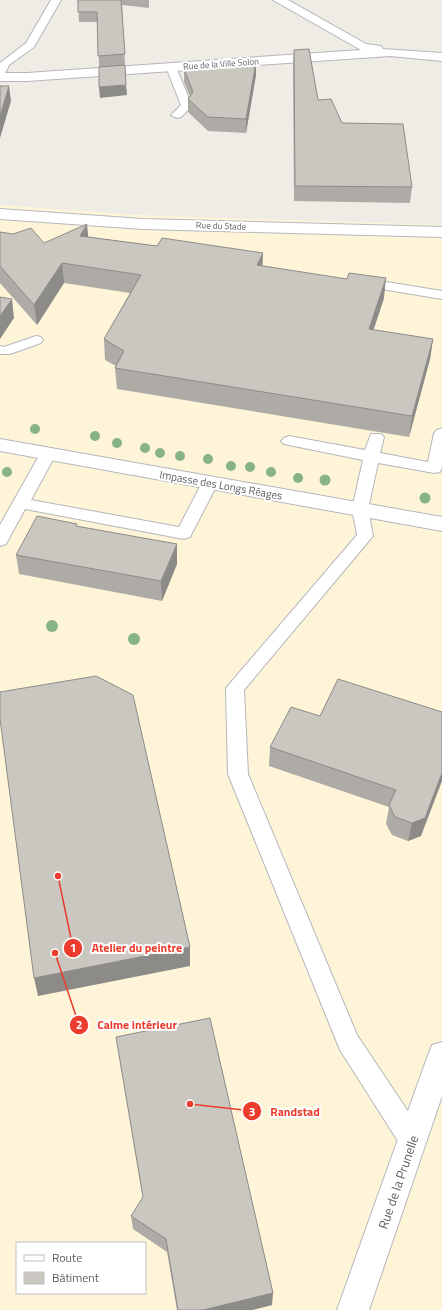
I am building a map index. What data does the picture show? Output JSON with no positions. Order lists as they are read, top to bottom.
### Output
{
  "streets": {
    "street": [
      "Rue de la Ville Solon",
      "Rue du Stade",
      "Impasse des Longs Réages",
      "Rue de la Prunelle"
    ]
  },
  "places": ["Atelier du peintre", "Calme intérieur", "Randstad"],
  "legend": ["Route", "Bâtiment"]
}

§ **What to produce**
Each line of the data must be restated exactly, and the pictures must be left out.

§ **Solved exercise**
I am building a map index. What data does the picture show? Output JSON with no positions. Order lists as they are read, top to bottom.
### Output
{
  "streets": {
    "street": [
      "Rue de la Ville Solon",
      "Rue du Stade",
      "Impasse des Longs Réages",
      "Rue de la Prunelle"
    ]
  },
  "places": ["Atelier du peintre", "Calme intérieur", "Randstad"],
  "legend": ["Route", "Bâtiment"]
}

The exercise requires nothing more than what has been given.